Please copy every line with the string "della" from the entries below.

═════ Supplied material ═════

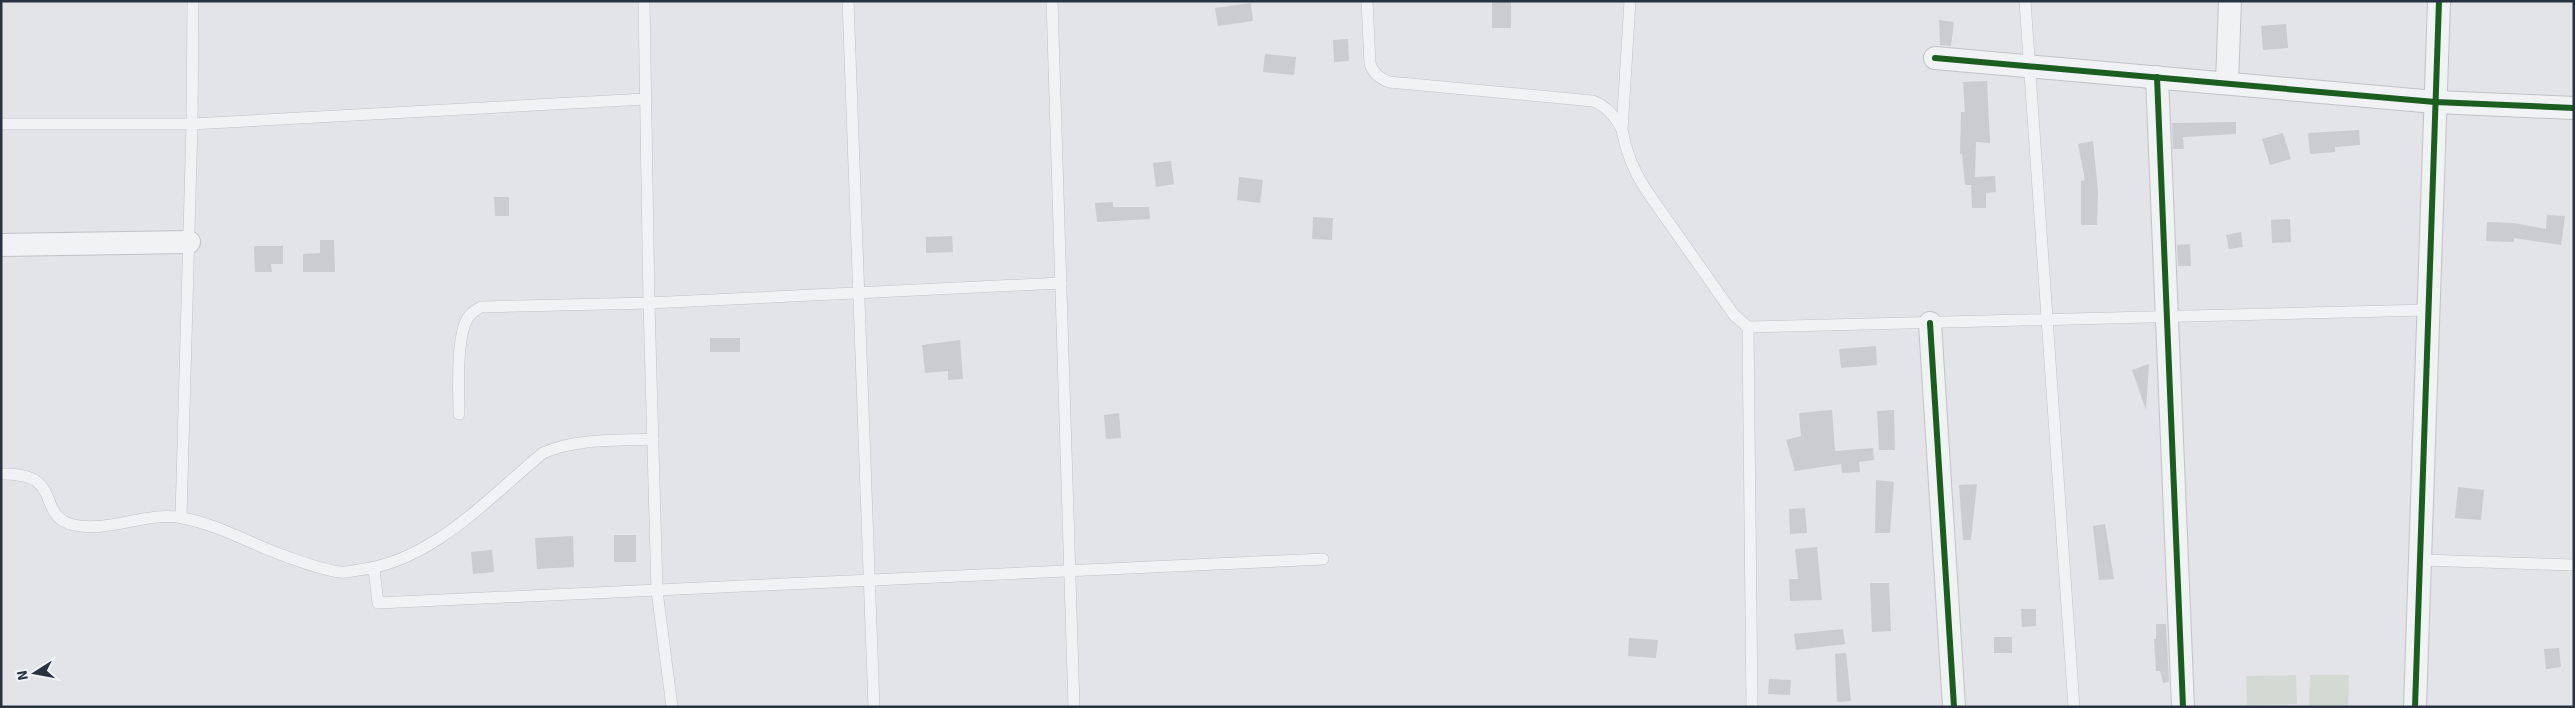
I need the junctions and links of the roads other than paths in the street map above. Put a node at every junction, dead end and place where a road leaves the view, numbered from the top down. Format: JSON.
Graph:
{"nodes":[{"id":1,"x":193,"y":1,"type":"edge"},
{"id":2,"x":644,"y":1,"type":"edge"},
{"id":3,"x":848,"y":1,"type":"edge"},
{"id":4,"x":1052,"y":1,"type":"edge"},
{"id":5,"x":1366,"y":1,"type":"edge"},
{"id":6,"x":1630,"y":1,"type":"edge"},
{"id":7,"x":2025,"y":1,"type":"edge"},
{"id":8,"x":2230,"y":1,"type":"edge"},
{"id":9,"x":2439,"y":1,"type":"edge"},
{"id":10,"x":1935,"y":58,"type":"dead end"},
{"id":11,"x":2030,"y":66,"type":"junction"},
{"id":12,"x":2157,"y":77,"type":"junction"},
{"id":13,"x":2227,"y":83,"type":"junction"},
{"id":14,"x":645,"y":98,"type":"junction"},
{"id":15,"x":2435,"y":102,"type":"junction"},
{"id":16,"x":2574,"y":108,"type":"edge"},
{"id":17,"x":1,"y":124,"type":"edge"},
{"id":18,"x":192,"y":124,"type":"junction"},
{"id":19,"x":1622,"y":130,"type":"junction"},
{"id":20,"x":189,"y":242,"type":"junction"},
{"id":21,"x":1,"y":246,"type":"edge"},
{"id":22,"x":1061,"y":283,"type":"junction"},
{"id":23,"x":859,"y":293,"type":"junction"},
{"id":24,"x":649,"y":303,"type":"junction"},
{"id":25,"x":2428,"y":310,"type":"junction"},
{"id":26,"x":2167,"y":316,"type":"junction"},
{"id":27,"x":2047,"y":320,"type":"junction"},
{"id":28,"x":1930,"y":323,"type":"junction"},
{"id":29,"x":1748,"y":327,"type":"junction"},
{"id":30,"x":459,"y":414,"type":"dead end"},
{"id":31,"x":653,"y":439,"type":"junction"},
{"id":32,"x":1,"y":474,"type":"edge"},
{"id":33,"x":181,"y":518,"type":"junction"},
{"id":34,"x":1323,"y":559,"type":"dead end"},
{"id":35,"x":2422,"y":560,"type":"junction"},
{"id":36,"x":2574,"y":565,"type":"edge"},
{"id":37,"x":374,"y":568,"type":"junction"},
{"id":38,"x":1070,"y":571,"type":"junction"},
{"id":39,"x":870,"y":580,"type":"junction"},
{"id":40,"x":657,"y":591,"type":"junction"},
{"id":41,"x":672,"y":707,"type":"edge"},
{"id":42,"x":874,"y":707,"type":"edge"},
{"id":43,"x":1074,"y":707,"type":"edge"},
{"id":44,"x":1752,"y":707,"type":"edge"},
{"id":45,"x":1954,"y":707,"type":"edge"},
{"id":46,"x":2074,"y":707,"type":"edge"},
{"id":47,"x":2183,"y":707,"type":"edge"},
{"id":48,"x":2415,"y":707,"type":"edge"}],
"edges":[{"from":1,"to":18,"type":"lane"},
{"from":2,"to":14,"type":"lane"},
{"from":3,"to":23,"type":"lane"},
{"from":4,"to":22,"type":"lane"},
{"from":5,"to":19,"type":"lane"},
{"from":6,"to":19,"type":"lane"},
{"from":7,"to":11,"type":"lane"},
{"from":8,"to":13,"type":"street"},
{"from":9,"to":15,"type":"street"},
{"from":10,"to":11,"type":"street"},
{"from":11,"to":12,"type":"street"},
{"from":11,"to":27,"type":"lane"},
{"from":12,"to":13,"type":"street"},
{"from":12,"to":26,"type":"street"},
{"from":13,"to":15,"type":"street"},
{"from":14,"to":18,"type":"lane"},
{"from":14,"to":24,"type":"lane"},
{"from":15,"to":16,"type":"street"},
{"from":15,"to":25,"type":"street"},
{"from":17,"to":18,"type":"lane"},
{"from":18,"to":20,"type":"lane"},
{"from":19,"to":29,"type":"lane"},
{"from":20,"to":21,"type":"street"},
{"from":20,"to":33,"type":"lane"},
{"from":22,"to":23,"type":"lane"},
{"from":22,"to":38,"type":"lane"},
{"from":23,"to":24,"type":"lane"},
{"from":23,"to":39,"type":"lane"},
{"from":24,"to":30,"type":"lane"},
{"from":24,"to":31,"type":"lane"},
{"from":25,"to":26,"type":"lane"},
{"from":25,"to":35,"type":"street"},
{"from":26,"to":27,"type":"lane"},
{"from":26,"to":47,"type":"street"},
{"from":27,"to":28,"type":"lane"},
{"from":27,"to":46,"type":"lane"},
{"from":28,"to":29,"type":"lane"},
{"from":28,"to":45,"type":"street"},
{"from":29,"to":44,"type":"lane"},
{"from":31,"to":37,"type":"lane"},
{"from":31,"to":40,"type":"lane"},
{"from":32,"to":33,"type":"lane"},
{"from":33,"to":37,"type":"lane"},
{"from":34,"to":38,"type":"lane"},
{"from":35,"to":36,"type":"lane"},
{"from":35,"to":48,"type":"street"},
{"from":37,"to":40,"type":"lane"},
{"from":38,"to":39,"type":"lane"},
{"from":38,"to":43,"type":"lane"},
{"from":39,"to":40,"type":"lane"},
{"from":39,"to":42,"type":"lane"},
{"from":40,"to":41,"type":"lane"}]}
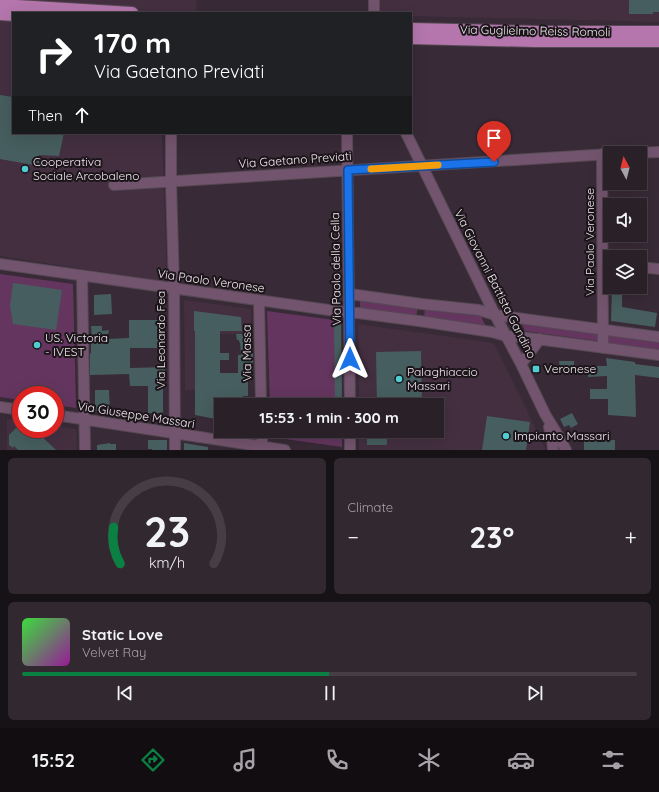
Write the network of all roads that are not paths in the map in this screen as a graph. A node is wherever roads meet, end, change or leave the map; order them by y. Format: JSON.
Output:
{"nodes":[{"id":1,"x":374,"y":0,"type":"edge"},
{"id":2,"x":0,"y":5,"type":"edge"},
{"id":3,"x":116,"y":12,"type":"edge"},
{"id":4,"x":374,"y":12,"type":"edge"},
{"id":5,"x":0,"y":14,"type":"edge"},
{"id":6,"x":12,"y":15,"type":"edge"},
{"id":7,"x":412,"y":29,"type":"edge"},
{"id":8,"x":659,"y":32,"type":"edge"},
{"id":9,"x":412,"y":38,"type":"edge"},
{"id":10,"x":659,"y":41,"type":"edge"},
{"id":11,"x":171,"y":134,"type":"edge"},
{"id":12,"x":347,"y":134,"type":"edge"},
{"id":13,"x":406,"y":134,"type":"edge"},
{"id":14,"x":647,"y":152,"type":"edge"},
{"id":15,"x":659,"y":152,"type":"edge"},
{"id":16,"x":603,"y":154,"type":"edge"},
{"id":17,"x":422,"y":166,"type":"junction"},
{"id":18,"x":348,"y":170,"type":"junction"},
{"id":19,"x":171,"y":182,"type":"junction"},
{"id":20,"x":114,"y":185,"type":"dead end"},
{"id":21,"x":606,"y":190,"type":"edge"},
{"id":22,"x":607,"y":250,"type":"edge"},
{"id":23,"x":0,"y":264,"type":"edge"},
{"id":24,"x":647,"y":268,"type":"edge"},
{"id":25,"x":659,"y":270,"type":"edge"},
{"id":26,"x":82,"y":276,"type":"junction"},
{"id":27,"x":174,"y":289,"type":"junction"},
{"id":28,"x":350,"y":294,"type":"junction"},
{"id":29,"x":605,"y":294,"type":"edge"},
{"id":30,"x":259,"y":301,"type":"junction"},
{"id":31,"x":422,"y":304,"type":"junction"},
{"id":32,"x":350,"y":313,"type":"junction"},
{"id":33,"x":496,"y":315,"type":"junction"},
{"id":34,"x":419,"y":321,"type":"junction"},
{"id":35,"x":603,"y":330,"type":"junction"},
{"id":36,"x":506,"y":336,"type":"junction"},
{"id":37,"x":659,"y":337,"type":"edge"},
{"id":38,"x":540,"y":339,"type":"junction"},
{"id":39,"x":603,"y":348,"type":"junction"},
{"id":40,"x":659,"y":355,"type":"edge"},
{"id":41,"x":521,"y":364,"type":"junction"},
{"id":42,"x":261,"y":398,"type":"edge"},
{"id":43,"x":350,"y":398,"type":"edge"},
{"id":44,"x":0,"y":407,"type":"edge"},
{"id":45,"x":12,"y":409,"type":"edge"},
{"id":46,"x":545,"y":414,"type":"junction"},
{"id":47,"x":64,"y":416,"type":"edge"},
{"id":48,"x":85,"y":420,"type":"junction"},
{"id":49,"x":174,"y":434,"type":"junction"},
{"id":50,"x":552,"y":437,"type":"junction"},
{"id":51,"x":350,"y":438,"type":"edge"},
{"id":52,"x":262,"y":448,"type":"edge"},
{"id":53,"x":85,"y":450,"type":"edge"},
{"id":54,"x":174,"y":450,"type":"edge"},
{"id":55,"x":285,"y":450,"type":"edge"},
{"id":56,"x":350,"y":450,"type":"edge"},
{"id":57,"x":553,"y":450,"type":"edge"},
{"id":58,"x":558,"y":450,"type":"edge"},
{"id":59,"x":566,"y":450,"type":"edge"}],
"edges":[{"from":1,"to":4,"type":"street"},
{"from":2,"to":3,"type":"main road"},
{"from":5,"to":6,"type":"main road"},
{"from":7,"to":8,"type":"main road","name":"Via Guglielmo Reiss Romoli"},
{"from":9,"to":10,"type":"main road","name":"Via Guglielmo Reiss Romoli"},
{"from":11,"to":19,"type":"street","name":"Via Leonardo Fea"},
{"from":12,"to":18,"type":"street","name":"Via Paolo della Cella"},
{"from":13,"to":17,"type":"street","name":"Via Giovanni Battista Gandino"},
{"from":14,"to":15,"type":"street"},
{"from":16,"to":17,"type":"street"},
{"from":17,"to":18,"type":"street","name":"Via Gaetano Previati"},
{"from":17,"to":33,"type":"street","name":"Via Giovanni Battista Gandino"},
{"from":18,"to":19,"type":"street","name":"Via Gaetano Previati"},
{"from":18,"to":28,"type":"street","name":"Via Paolo della Cella"},
{"from":19,"to":20,"type":"street"},
{"from":19,"to":27,"type":"street","name":"Via Leonardo Fea"},
{"from":21,"to":22,"type":"street","name":"Via Paolo Veronese"},
{"from":23,"to":26,"type":"street","name":"Via Paolo Veronese"},
{"from":24,"to":25,"type":"street"},
{"from":26,"to":27,"type":"street","name":"Via Paolo Veronese"},
{"from":26,"to":48,"type":"street"},
{"from":27,"to":30,"type":"street","name":"Via Paolo Veronese"},
{"from":27,"to":49,"type":"street","name":"Via Leonardo Fea"},
{"from":28,"to":31,"type":"street"},
{"from":28,"to":32,"type":"street","name":"Via Paolo della Cella"},
{"from":29,"to":35,"type":"street","name":"Via Paolo Veronese"},
{"from":30,"to":32,"type":"street","name":"Via Paolo Veronese"},
{"from":30,"to":42,"type":"street","name":"Via Massa"},
{"from":31,"to":33,"type":"street"},
{"from":31,"to":34,"type":"street"},
{"from":32,"to":34,"type":"street","name":"Via Paolo Veronese"},
{"from":32,"to":43,"type":"street","name":"Via Paolo della Cella"},
{"from":33,"to":35,"type":"street"},
{"from":33,"to":36,"type":"street","name":"Via Giovanni Battista Gandino"},
{"from":34,"to":36,"type":"street","name":"Via Paolo Veronese"},
{"from":35,"to":37,"type":"street"},
{"from":35,"to":39,"type":"street","name":"Via Paolo Veronese"},
{"from":36,"to":38,"type":"street","name":"Via Paolo Veronese"},
{"from":36,"to":41,"type":"street","name":"Via Giovanni Battista Gandino"},
{"from":38,"to":39,"type":"street","name":"Via Paolo Veronese"},
{"from":38,"to":41,"type":"street"},
{"from":39,"to":40,"type":"street","name":"Via Paolo Veronese"},
{"from":41,"to":46,"type":"street","name":"Via Giovanni Battista Gandino"},
{"from":44,"to":45,"type":"street"},
{"from":46,"to":50,"type":"street","name":"Via Giovanni Battista Gandino"},
{"from":46,"to":59,"type":"street","name":"Via Giovanni Battista Gandino"},
{"from":47,"to":48,"type":"street","name":"Via Giuseppe Massari"},
{"from":48,"to":49,"type":"street","name":"Via Giuseppe Massari"},
{"from":48,"to":53,"type":"street"},
{"from":49,"to":52,"type":"street","name":"Via Giuseppe Massari"},
{"from":49,"to":54,"type":"street","name":"Via Leonardo Fea"},
{"from":50,"to":57,"type":"street","name":"Via Giovanni Battista Gandino"},
{"from":50,"to":58,"type":"street"},
{"from":51,"to":56,"type":"street"},
{"from":52,"to":55,"type":"street","name":"Via Giuseppe Massari"}]}
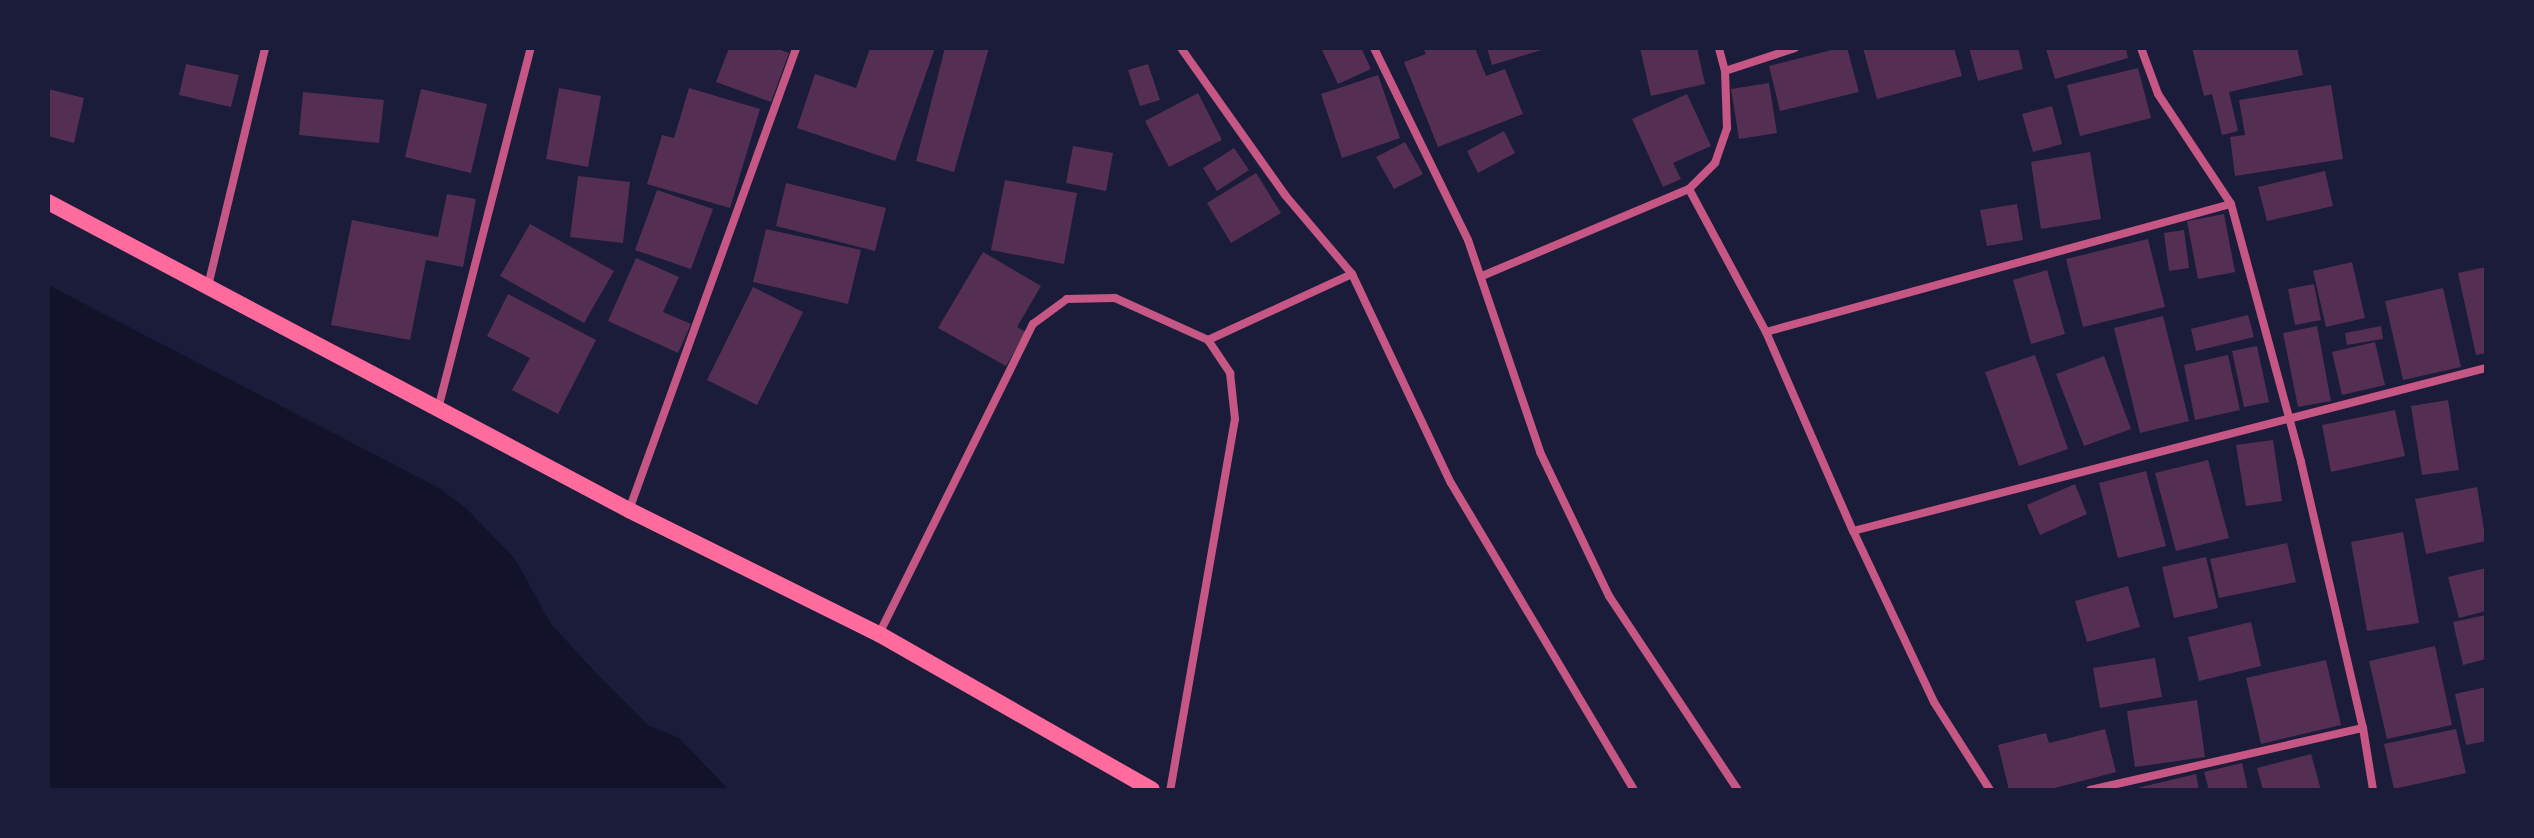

═════

Answer:
{"from":12,"to":18,"type":"street","name":"Via Paolo della Cella"},
{"from":18,"to":28,"type":"street","name":"Via Paolo della Cella"},
{"from":28,"to":32,"type":"street","name":"Via Paolo della Cella"},
{"from":32,"to":43,"type":"street","name":"Via Paolo della Cella"},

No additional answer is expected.